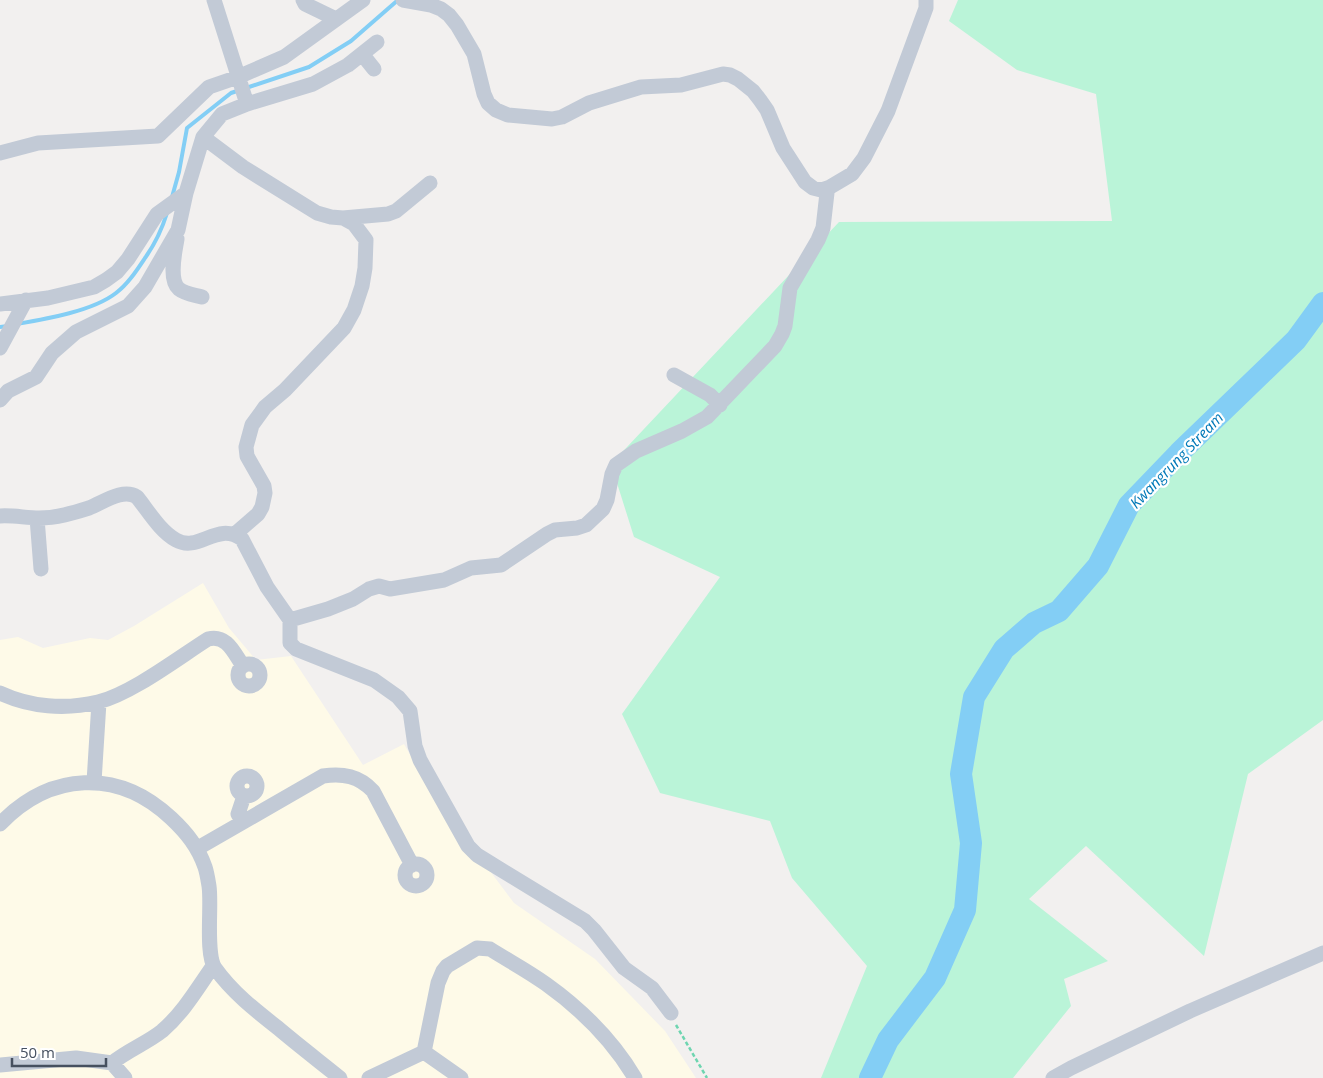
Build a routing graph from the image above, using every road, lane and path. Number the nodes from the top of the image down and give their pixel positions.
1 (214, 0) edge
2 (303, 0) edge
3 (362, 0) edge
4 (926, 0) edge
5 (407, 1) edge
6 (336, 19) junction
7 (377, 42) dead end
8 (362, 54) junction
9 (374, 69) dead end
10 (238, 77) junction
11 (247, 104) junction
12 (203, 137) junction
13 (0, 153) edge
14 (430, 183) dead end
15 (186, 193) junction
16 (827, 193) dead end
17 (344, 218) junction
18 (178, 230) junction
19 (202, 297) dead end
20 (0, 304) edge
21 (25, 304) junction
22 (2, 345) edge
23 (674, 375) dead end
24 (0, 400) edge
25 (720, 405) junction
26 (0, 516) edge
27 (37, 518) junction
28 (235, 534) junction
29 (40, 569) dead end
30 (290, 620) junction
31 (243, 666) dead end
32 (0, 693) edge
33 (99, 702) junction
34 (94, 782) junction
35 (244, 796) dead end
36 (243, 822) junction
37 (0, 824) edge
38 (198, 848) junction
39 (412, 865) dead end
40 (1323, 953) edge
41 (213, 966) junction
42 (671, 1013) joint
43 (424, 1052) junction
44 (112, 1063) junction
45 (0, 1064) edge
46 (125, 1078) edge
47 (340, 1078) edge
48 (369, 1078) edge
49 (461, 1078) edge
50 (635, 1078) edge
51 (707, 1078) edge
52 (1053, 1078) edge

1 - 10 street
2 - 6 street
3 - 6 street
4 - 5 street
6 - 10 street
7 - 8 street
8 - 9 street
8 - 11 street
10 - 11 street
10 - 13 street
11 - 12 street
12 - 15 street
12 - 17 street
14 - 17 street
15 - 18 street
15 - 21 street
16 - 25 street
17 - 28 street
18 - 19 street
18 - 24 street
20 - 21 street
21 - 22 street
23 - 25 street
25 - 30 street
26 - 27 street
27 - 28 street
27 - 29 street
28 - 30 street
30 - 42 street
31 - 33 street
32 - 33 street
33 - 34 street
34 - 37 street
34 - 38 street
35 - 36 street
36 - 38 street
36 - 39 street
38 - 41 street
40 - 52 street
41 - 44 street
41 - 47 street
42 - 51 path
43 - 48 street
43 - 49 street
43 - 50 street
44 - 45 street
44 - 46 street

==============================

- [Assigned task] Give the data above again, exactly and completely. No pictures go in.

- [Written solution]
Build a routing graph from the image above, using every road, lane and path. Number the nodes from the top of the image down and give their pixel positions.
1 (214, 0) edge
2 (303, 0) edge
3 (362, 0) edge
4 (926, 0) edge
5 (407, 1) edge
6 (336, 19) junction
7 (377, 42) dead end
8 (362, 54) junction
9 (374, 69) dead end
10 (238, 77) junction
11 (247, 104) junction
12 (203, 137) junction
13 (0, 153) edge
14 (430, 183) dead end
15 (186, 193) junction
16 (827, 193) dead end
17 (344, 218) junction
18 (178, 230) junction
19 (202, 297) dead end
20 (0, 304) edge
21 (25, 304) junction
22 (2, 345) edge
23 (674, 375) dead end
24 (0, 400) edge
25 (720, 405) junction
26 (0, 516) edge
27 (37, 518) junction
28 (235, 534) junction
29 (40, 569) dead end
30 (290, 620) junction
31 (243, 666) dead end
32 (0, 693) edge
33 (99, 702) junction
34 (94, 782) junction
35 (244, 796) dead end
36 (243, 822) junction
37 (0, 824) edge
38 (198, 848) junction
39 (412, 865) dead end
40 (1323, 953) edge
41 (213, 966) junction
42 (671, 1013) joint
43 (424, 1052) junction
44 (112, 1063) junction
45 (0, 1064) edge
46 (125, 1078) edge
47 (340, 1078) edge
48 (369, 1078) edge
49 (461, 1078) edge
50 (635, 1078) edge
51 (707, 1078) edge
52 (1053, 1078) edge

1 - 10 street
2 - 6 street
3 - 6 street
4 - 5 street
6 - 10 street
7 - 8 street
8 - 9 street
8 - 11 street
10 - 11 street
10 - 13 street
11 - 12 street
12 - 15 street
12 - 17 street
14 - 17 street
15 - 18 street
15 - 21 street
16 - 25 street
17 - 28 street
18 - 19 street
18 - 24 street
20 - 21 street
21 - 22 street
23 - 25 street
25 - 30 street
26 - 27 street
27 - 28 street
27 - 29 street
28 - 30 street
30 - 42 street
31 - 33 street
32 - 33 street
33 - 34 street
34 - 37 street
34 - 38 street
35 - 36 street
36 - 38 street
36 - 39 street
38 - 41 street
40 - 52 street
41 - 44 street
41 - 47 street
42 - 51 path
43 - 48 street
43 - 49 street
43 - 50 street
44 - 45 street
44 - 46 street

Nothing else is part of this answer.